Sen. Scott White (N. Seattle)

[UPDATE: As a commenter points out, Frank Chopp  never sponsors bills of any substance, so his absence from the list isn’t notable.]

[UPDATE 2: I didn’t read the bill correctly. Numerous revisions below, plus a correction in the next post.]

[UPDATE 3: 5 more representatives have been added to the sponsorship list. Just go to the website.]

Sen. Scott White (D-46, North Seattle) is rapidly emerging as the pro-transit star of the Senate. PubliCola reports that he joined with transit stalwart Rep. Marko Liias (D-11, Edmonds), 10 other Senators, and 14 9 other Representatives to introduce bills HB 2016 and SB 5874, a part of Futurewise and Transportation Choices Coalition’s new Transportation for Washington campaign.

Both bills would expand the taxing options for Transit agencies beyond the vehicle license fee and sales tax, but for transit purposes only. The list of tools that would be available to local jurisdictions and voters:

  • for TBDs, tolling, which already was allowed but with some procedural obstacles removed;
  • a vehicle excise tax based on fuel efficiency;
  • partial repeal of the sales tax exemption for gasoline to fund transit;
  • a motor vehicle excise tax, based on the value of the vehicle and therefore more progressive than a straight license fee.

I can’t believe this has great chances so late in the session, but if it passes this year or in 2012, it absolutely changes the game for cash-strapped transit agencies the big Seattle transit ballot measure that might appear that year. Serious city-funded rail investment is suddenly in scope with all of these tools, limited only by the willingness of voters and the timidity of the City Council.

At times we criticize the Seattle-area delegation for largely being AWOL on transit issues, so I applaud them for showing up in force on the sponsorship list. If you live in these districts (below the jump) let these legislators know you applaud their continued efforts to make this happen.

Who’s absent: Republicans (predictably, but sadly), anyone at all from the Eastside, and Speaker Frank Chopp, representing the densest, most pro-transit district in the State.

District 1 (Bothell/Mountlake Terrace): Luis Moscoso

District 3 (Spokane): Andy Billig and Timm Ormsby

District 11 (Renton/Tukwila): Margarita Prentice

District 21 (Edmonds): Marko Liias

District 22 (Olympia): Karen Fraser, Sam Hunt and Chris Reykdal

District 23 (Bainbridge Island): Sherry Appleton

District 29 (S. Tacoma/Lakewood/Parkland): Steve Conway

District 32 (Shoreline/Kenmore): Maralyn Chase and Cindy Ryu

District 33 (Kent/Seatac/Des Moines): Karen Keiser

District 34 (W. Seattle/Burien/Vashon): Joe Fitzgibbon and Sharon Nelson

District 36 (Ballard/Queen Anne): Jeanne Kohl-Welles and Reuven Carlyle.
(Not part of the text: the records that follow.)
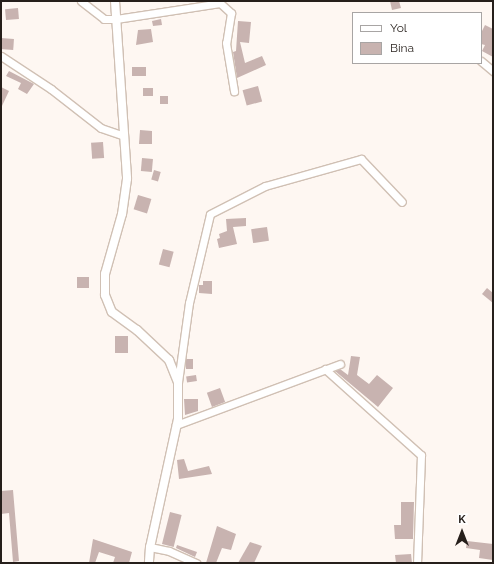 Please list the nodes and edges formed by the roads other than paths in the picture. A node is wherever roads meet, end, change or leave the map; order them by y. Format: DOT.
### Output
graph roads {
  1 [pos="81,1"];
  2 [pos="114,1"];
  3 [pos="116,19"];
  4 [pos="1,56"];
  5 [pos="482,62"];
  6 [pos="493,70"];
  7 [pos="234,91"];
  8 [pos="124,136"];
  9 [pos="402,202"];
  10 [pos="340,364"];
  11 [pos="325,369"];
  12 [pos="178,382"];
  13 [pos="176,425"];
  14 [pos="150,547"];
  15 [pos="149,563"];
  16 [pos="196,563"];
  17 [pos="417,563"];
  1 -- 3 [label="street"];
  2 -- 3 [label="street"];
  3 -- 7 [label="street"];
  3 -- 8 [label="street"];
  4 -- 8 [label="street"];
  5 -- 6 [label="street"];
  8 -- 12 [label="street"];
  9 -- 12 [label="street"];
  10 -- 11 [label="street"];
  11 -- 13 [label="street"];
  11 -- 17 [label="street"];
  12 -- 13 [label="street"];
  13 -- 14 [label="street"];
  14 -- 15 [label="street"];
  14 -- 16 [label="street"];
}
District 37 (CD/Rainier Valley/Skyway): Adam Kline and Eric Pettigrew

District 38 (Everett/Marysville): Nick Harper and John McCoy

District 43 (Capitol Hill/U-District): Ed Murray and Jamie Pedersen.
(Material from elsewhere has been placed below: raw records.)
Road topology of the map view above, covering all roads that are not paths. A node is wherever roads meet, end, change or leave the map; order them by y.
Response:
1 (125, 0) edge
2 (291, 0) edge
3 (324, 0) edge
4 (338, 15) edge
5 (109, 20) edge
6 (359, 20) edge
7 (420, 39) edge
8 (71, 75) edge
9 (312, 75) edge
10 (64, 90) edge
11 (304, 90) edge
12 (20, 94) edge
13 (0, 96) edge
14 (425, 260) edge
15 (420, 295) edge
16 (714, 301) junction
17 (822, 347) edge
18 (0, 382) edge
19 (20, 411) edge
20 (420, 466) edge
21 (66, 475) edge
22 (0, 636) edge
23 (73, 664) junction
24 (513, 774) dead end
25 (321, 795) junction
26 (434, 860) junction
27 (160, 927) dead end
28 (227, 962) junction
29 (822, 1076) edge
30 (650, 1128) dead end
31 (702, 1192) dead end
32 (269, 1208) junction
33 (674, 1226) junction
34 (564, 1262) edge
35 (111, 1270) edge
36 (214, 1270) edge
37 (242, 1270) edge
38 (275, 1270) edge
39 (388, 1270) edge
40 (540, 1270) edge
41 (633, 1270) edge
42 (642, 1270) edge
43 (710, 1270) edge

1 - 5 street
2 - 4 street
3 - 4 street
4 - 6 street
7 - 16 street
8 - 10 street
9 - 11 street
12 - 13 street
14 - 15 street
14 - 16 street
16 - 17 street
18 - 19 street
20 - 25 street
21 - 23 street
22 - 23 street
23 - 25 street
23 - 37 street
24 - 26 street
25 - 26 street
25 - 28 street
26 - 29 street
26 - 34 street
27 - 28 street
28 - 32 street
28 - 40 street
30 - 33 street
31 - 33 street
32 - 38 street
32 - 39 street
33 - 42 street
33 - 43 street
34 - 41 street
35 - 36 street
District 46 (N. Seattle): Scott White and David Frockt

District 49 (Vancouver): Jim Moeller

http://www.leg.wa.gov/house/representatives/pages/Ormsby.aspx

31 Replies to “New Pro-Transit Bill Would Change the Game”

  1. From HB2016:

    NEW SECTION. Sec. 3. (1) The governing body of any public transportation agency may submit an authorizing proposition to the voters and, if approved, […], impose a vehicle license fee, which may vary according to the miles traveled by the vehicle […]

    So… this bill would authorize VMT taxes?
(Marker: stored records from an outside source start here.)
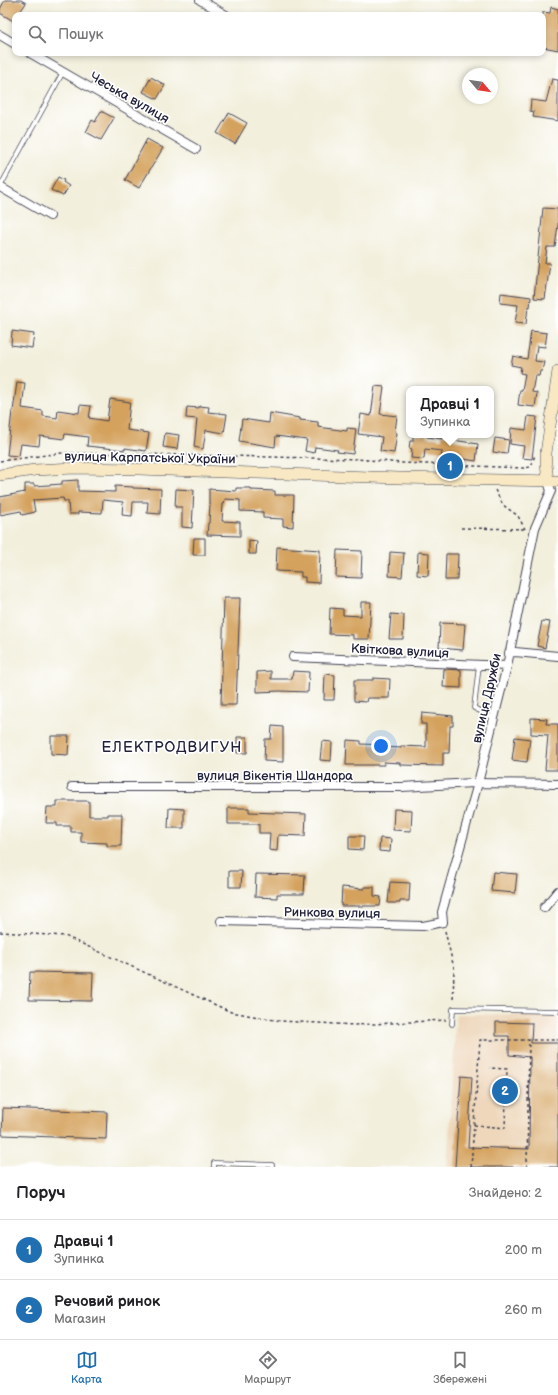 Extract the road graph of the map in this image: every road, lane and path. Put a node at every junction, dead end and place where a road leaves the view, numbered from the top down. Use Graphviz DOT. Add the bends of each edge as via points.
graph roads {
  1 [pos="200,0"];
  2 [pos="221,12"];
  3 [pos="0,36"];
  4 [pos="12,42"];
  5 [pos="35,56"];
  6 [pos="63,72"];
  7 [pos="196,149"];
  8 [pos="0,187"];
  9 [pos="50,216"];
  10 [pos="558,371"];
  11 [pos="546,453"];
  12 [pos="0,461"];
  13 [pos="0,475"];
  14 [pos="493,480"];
  15 [pos="553,481"];
  16 [pos="461,528"];
  17 [pos="535,528"];
  18 [pos="525,529"];
  19 [pos="509,653"];
  20 [pos="558,656"];
  21 [pos="293,657"];
  22 [pos="479,666"];
  23 [pos="507,666"];
  24 [pos="494,718"];
  25 [pos="478,783"];
  26 [pos="558,784"];
  27 [pos="72,787"];
  28 [pos="558,891"];
  29 [pos="544,908"];
  30 [pos="221,921"];
  31 [pos="442,922"];
  32 [pos="0,932"];
  33 [pos="453,1009"];
  34 [pos="558,1012"];
  35 [pos="452,1022"];
  36 [pos="529,1040"];
  37 [pos="544,1040"];
  38 [pos="558,1041"];
  39 [pos="545,1043"];
  40 [pos="489,1068"];
  41 [pos="474,1126"];
  42 [pos="214,1167"];
  43 [pos="272,1167"];
  44 [pos="471,1167"];
  45 [pos="527,1167"];
  1 -- 2 [label="street"];
  3 -- 4 [label="street"];
  5 -- 6 [label="street, Чеська вулиця"];
  6 -- 7 [label="street, Чеська вулиця"];
  6 -- 8 [label="lane"];
  8 -- 9 [label="street"];
  10 -- 11 [label="main road"];
  11 -- 12 [label="path" via="536,452 531,467 524,468 357,459 62,453"];
  11 -- 15 [label="main road" via="546,464"];
  13 -- 14 [label="main road, вулиця Карпатської України" via="74,468"];
  14 -- 15 [label="main road, вулиця Карпатської України"];
  14 -- 18 [label="path" via="503,505 518,516"];
  15 -- 17 [label="street, вулиця Дружби"];
  16 -- 18 [label="path"];
  17 -- 18 [label="path"];
  17 -- 19 [label="street, вулиця Дружби"];
  19 -- 20 [label="street"];
  19 -- 23 [label="street, вулиця Дружби"];
  21 -- 22 [label="street, Квіткова вулиця"];
  22 -- 23 [label="street, Квіткова вулиця"];
  22 -- 24 [label="lane" via="474,708"];
  23 -- 24 [label="street, вулиця Дружби"];
  24 -- 25 [label="street, вулиця Дружби"];
  25 -- 26 [label="street, вулиця Вікентія Шандора"];
  25 -- 27 [label="street, вулиця Вікентія Шандора" via="402,787"];
  25 -- 31 [label="street, вулиця Дружби" via="442,912"];
  28 -- 29 [label="street"];
  30 -- 31 [label="street, Ринкова вулиця" via="423,926"];
  31 -- 33 [label="path" via="454,968"];
  32 -- 35 [label="path" via="65,936 231,1012 281,1020 355,1025"];
  33 -- 34 [label="lane"];
  33 -- 35 [label="lane"];
  36 -- 37 [label="path"];
  36 -- 41 [label="path" via="480,1040"];
  36 -- 45 [label="path"];
  37 -- 38 [label="path"];
  37 -- 39 [label="path"];
  40 -- 41 [label="path" via="507,1070 505,1128"];
  41 -- 44 [label="path"];
  42 -- 43 [label="lane" via="214,1163"];
}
    1. I haven’t read the whole bill but wouldn’t be surprised if VMT were included. It is the wave of the future. (Aside: I believe VMT is currently being studied in both OR and WA as part of the electric vehicle initiatives, for example.) As a pro-transit person, it’s hard for me not to support VMT. After all, it wouldn’t affect me much. And it does fold nicely into one of the major goals of mass transit – getting cars off the road (by making them less appealing).

      1. VMT feels like a step in the wrong direction for me. Unless you want to write off interstate (small-i) travel, you’re obligated to track individual vehicles. That’s an intrusion many people, including myself, are simply unwilling to make.

        An odometer-based mileage tax is more palatable, but unfair to those who frequently travel out of state. Then again, the populations affected by the TBD are less likely to be performing frequent out-of-state trips. Plus it requires periodic inspections.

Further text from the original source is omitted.